### Extracted information
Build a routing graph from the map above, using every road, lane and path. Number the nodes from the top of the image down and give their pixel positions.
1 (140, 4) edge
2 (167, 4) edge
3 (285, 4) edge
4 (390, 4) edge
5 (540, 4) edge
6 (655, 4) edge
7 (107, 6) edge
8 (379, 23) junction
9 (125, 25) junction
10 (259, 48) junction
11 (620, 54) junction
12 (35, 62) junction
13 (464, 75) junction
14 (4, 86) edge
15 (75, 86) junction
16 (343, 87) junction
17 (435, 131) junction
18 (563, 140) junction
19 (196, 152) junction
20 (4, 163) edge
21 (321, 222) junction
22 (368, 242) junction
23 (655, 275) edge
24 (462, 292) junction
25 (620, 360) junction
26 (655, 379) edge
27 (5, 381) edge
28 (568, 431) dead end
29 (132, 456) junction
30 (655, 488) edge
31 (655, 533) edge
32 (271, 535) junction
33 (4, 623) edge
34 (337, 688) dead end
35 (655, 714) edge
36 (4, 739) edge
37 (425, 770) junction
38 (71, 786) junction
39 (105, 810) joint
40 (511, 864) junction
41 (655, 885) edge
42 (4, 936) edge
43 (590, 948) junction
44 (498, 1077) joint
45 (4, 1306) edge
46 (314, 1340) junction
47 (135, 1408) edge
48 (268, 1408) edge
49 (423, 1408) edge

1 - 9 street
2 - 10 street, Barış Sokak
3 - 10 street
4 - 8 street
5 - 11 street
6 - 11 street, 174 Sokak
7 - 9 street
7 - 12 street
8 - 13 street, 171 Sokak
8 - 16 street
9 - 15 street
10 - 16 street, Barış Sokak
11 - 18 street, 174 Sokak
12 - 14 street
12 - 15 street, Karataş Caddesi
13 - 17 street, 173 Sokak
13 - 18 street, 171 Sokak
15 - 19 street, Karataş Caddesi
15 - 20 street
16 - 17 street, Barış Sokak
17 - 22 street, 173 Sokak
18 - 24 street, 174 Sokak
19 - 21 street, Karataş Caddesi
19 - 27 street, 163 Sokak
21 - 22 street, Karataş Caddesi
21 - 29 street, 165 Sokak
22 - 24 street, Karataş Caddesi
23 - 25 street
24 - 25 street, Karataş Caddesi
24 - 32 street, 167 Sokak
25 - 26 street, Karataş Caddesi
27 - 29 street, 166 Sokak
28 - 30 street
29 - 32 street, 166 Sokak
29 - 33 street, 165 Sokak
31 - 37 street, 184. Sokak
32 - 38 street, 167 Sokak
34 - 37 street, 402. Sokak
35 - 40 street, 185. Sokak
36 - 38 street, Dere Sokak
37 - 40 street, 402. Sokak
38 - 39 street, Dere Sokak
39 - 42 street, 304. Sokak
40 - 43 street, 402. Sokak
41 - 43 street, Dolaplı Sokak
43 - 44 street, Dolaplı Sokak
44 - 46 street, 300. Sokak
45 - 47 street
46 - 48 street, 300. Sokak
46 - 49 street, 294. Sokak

### Problem requirements
Copy each record exactly, leaving nothing out.

### The answer
Build a routing graph from the map above, using every road, lane and path. Number the nodes from the top of the image down and give their pixel positions.
1 (140, 4) edge
2 (167, 4) edge
3 (285, 4) edge
4 (390, 4) edge
5 (540, 4) edge
6 (655, 4) edge
7 (107, 6) edge
8 (379, 23) junction
9 (125, 25) junction
10 (259, 48) junction
11 (620, 54) junction
12 (35, 62) junction
13 (464, 75) junction
14 (4, 86) edge
15 (75, 86) junction
16 (343, 87) junction
17 (435, 131) junction
18 (563, 140) junction
19 (196, 152) junction
20 (4, 163) edge
21 (321, 222) junction
22 (368, 242) junction
23 (655, 275) edge
24 (462, 292) junction
25 (620, 360) junction
26 (655, 379) edge
27 (5, 381) edge
28 (568, 431) dead end
29 (132, 456) junction
30 (655, 488) edge
31 (655, 533) edge
32 (271, 535) junction
33 (4, 623) edge
34 (337, 688) dead end
35 (655, 714) edge
36 (4, 739) edge
37 (425, 770) junction
38 (71, 786) junction
39 (105, 810) joint
40 (511, 864) junction
41 (655, 885) edge
42 (4, 936) edge
43 (590, 948) junction
44 (498, 1077) joint
45 (4, 1306) edge
46 (314, 1340) junction
47 (135, 1408) edge
48 (268, 1408) edge
49 (423, 1408) edge

1 - 9 street
2 - 10 street, Barış Sokak
3 - 10 street
4 - 8 street
5 - 11 street
6 - 11 street, 174 Sokak
7 - 9 street
7 - 12 street
8 - 13 street, 171 Sokak
8 - 16 street
9 - 15 street
10 - 16 street, Barış Sokak
11 - 18 street, 174 Sokak
12 - 14 street
12 - 15 street, Karataş Caddesi
13 - 17 street, 173 Sokak
13 - 18 street, 171 Sokak
15 - 19 street, Karataş Caddesi
15 - 20 street
16 - 17 street, Barış Sokak
17 - 22 street, 173 Sokak
18 - 24 street, 174 Sokak
19 - 21 street, Karataş Caddesi
19 - 27 street, 163 Sokak
21 - 22 street, Karataş Caddesi
21 - 29 street, 165 Sokak
22 - 24 street, Karataş Caddesi
23 - 25 street
24 - 25 street, Karataş Caddesi
24 - 32 street, 167 Sokak
25 - 26 street, Karataş Caddesi
27 - 29 street, 166 Sokak
28 - 30 street
29 - 32 street, 166 Sokak
29 - 33 street, 165 Sokak
31 - 37 street, 184. Sokak
32 - 38 street, 167 Sokak
34 - 37 street, 402. Sokak
35 - 40 street, 185. Sokak
36 - 38 street, Dere Sokak
37 - 40 street, 402. Sokak
38 - 39 street, Dere Sokak
39 - 42 street, 304. Sokak
40 - 43 street, 402. Sokak
41 - 43 street, Dolaplı Sokak
43 - 44 street, Dolaplı Sokak
44 - 46 street, 300. Sokak
45 - 47 street
46 - 48 street, 300. Sokak
46 - 49 street, 294. Sokak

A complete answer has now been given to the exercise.